How to Make Money Trading Futures As a Beginner

A futures contract is an agreement to buy or sell an asset at a future date and at an agreed-upon price. Learn how beginners can succeed and profit from futures trading.

What Are Futures Contracts

A futures contract is a legally binding agreement to buy or sell a standardized asset on a specific date or during a specific month. Standardized assets can be stock market indices, agricultural commodities, animal products, energy, and metals. Futures contracts were originally created to allow businesses to secure a specific market price and to protect against adverse price swings in the future.

Consider the following example to illustrate how futures contracts work:

  • An airline company wants to avoid an unexpected price increase and lock in jet fuel prices can buy futures contracts that guarantee jet fuel delivery in the future at a specified price.
  • A fuel vendor can sell futures contracts to ensure that it has predictable revenues for fuel, and to protect against an unexpected decline in prices.
  • Both sides agree on specific terms: To buy or sell 1,000 barrels of fuel, delivering them in 90 days at a price of $60 per barrel.

In this example, both parties use the futures market to manage their exposure and risk to market price changes.

Not everyone wants to purchase physical commodities in the future. Many seek to make money off of price movements. These types of traders buy and sell futures contracts with no intention of taking delivery of the underlying commodity. They roll to the next front-month contract or close their position before delivery is due.

With traders, hedgers, and many other market participants involved in buying and selling pursuing different interests, there is a highly liquid market for these contracts.

Most trading activity is now conducted electronically but they originally traded in open outcry pits on the trading floor. The mainstream image of a floor trader crying out his lungs is therefore outdated.

Electronic contracts (also called ‘E-mini’) are smaller in value than their pit-traded counterparts. E-minis became so popular that their trading volumes exceeded those of the regular, full-sized futures contracts. Hedging strategies still dominate the trading activity and ideally, futures contracts should also be utilized as such.

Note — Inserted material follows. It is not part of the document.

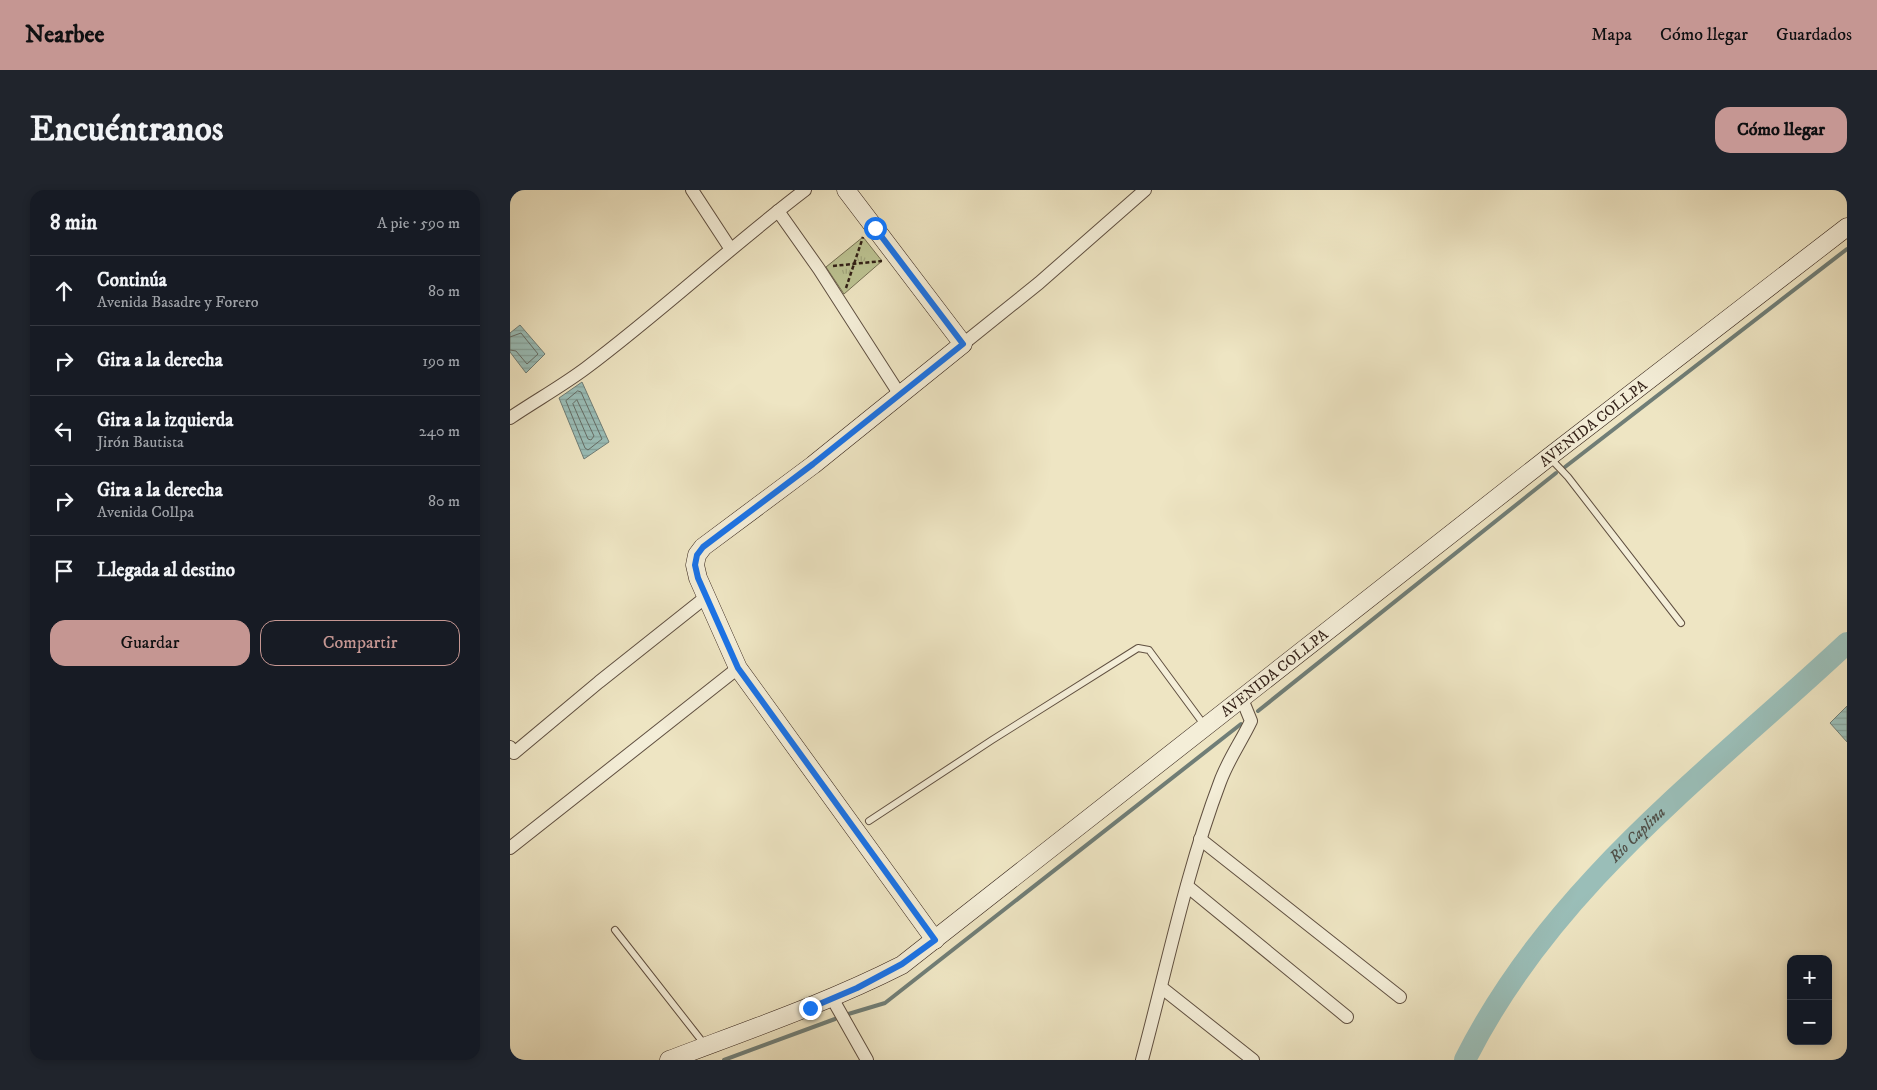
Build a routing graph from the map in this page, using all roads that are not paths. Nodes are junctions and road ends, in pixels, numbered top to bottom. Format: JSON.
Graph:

How Profitable is Futures Trading

Most traders are attracted to the futures market because they can borrow a substantial amount of money to magnify relatively small price movements. This kind of trading is called margin trading as traders deposit only a fraction of a contract’s value on their brokerage account to trade with a 10:1 or even 20:1 leverage.

The instrument we trade here is the E-mini Nasdaq-100 (NQ) which has a multiplier of $20. If the underlying Nasdaq-100 index moves 10 points, your gain or loss in the NQ is going to be $200 per contract (20 times).

Smaller accounts can be traded with the new Micro E-mini Nasdaq-100 (MNQ) which only has a multiplier of $2 (one-tenth of the size of NQ).

Margin requirements determined by the exchange are roughly 6%, so you only need to deposit $16,000 to trade one NQ contract or $1,600 to trade one MNQ contract.

While using leverage can potentially create immense profits, trading on margin also increases risk: If the Nasdaq-100 moves against you, it will do so more dramatically than you may be able to handle.

The greater the leverage, the greater the gains but the greater the potential loss. Your broker may decide that it can’t tolerate a loss any longer and close your position. This event is a margin call. Margin calls are entirely automated nowadays, but the term comes from the days when your broker still had to call you to ask for more deposits or otherwise to close you out.

Beginners should understand the implications of leverage before they put on a trade as this could bring emotional havoc. Emotions are a neglected factor but play a critical role in your profitability. If gains and losses are beyond what you can normally handle, you may make emotional-based trading decisions.

Does It Take Long to Become Profitable

Some brokerages allow you to open up a paper trading account. You can practice trading with paper money before you commit real money to your first trade. This is a great way to get a first feel for futures contracts, and how leverage and commissions impact your trading performance.

If you’re just getting started, spend a few weeks trading in a paper account until you’re sure you have the hang of it.

Beginners generally have a strong will to succeed on their own. Two determining factors can make or break a futures trader: Intellect and emotion.

An ability to identify universal rules that work under all market conditions is mostly a matter of intellect. It will take you less time to make profitable trades. It’s advisable to follow a rule-based trading strategy and not to trade out of gut feel.

Emotions are much harder to overcome because every individual behaves differently and has a different tolerance for risk. While you can come up with a few trading rules rather fast, following through with them and becoming consistently profitable can take years to master.

It should be mentioned that most traders won’t reach profitability and will waste a lot of time and money finding that out. Many have a day job and can’t spend time or energy watching the market all day long in order to develop a trading strategy.

Seeking mentorship from someone with a solid track record is a great way to succeed.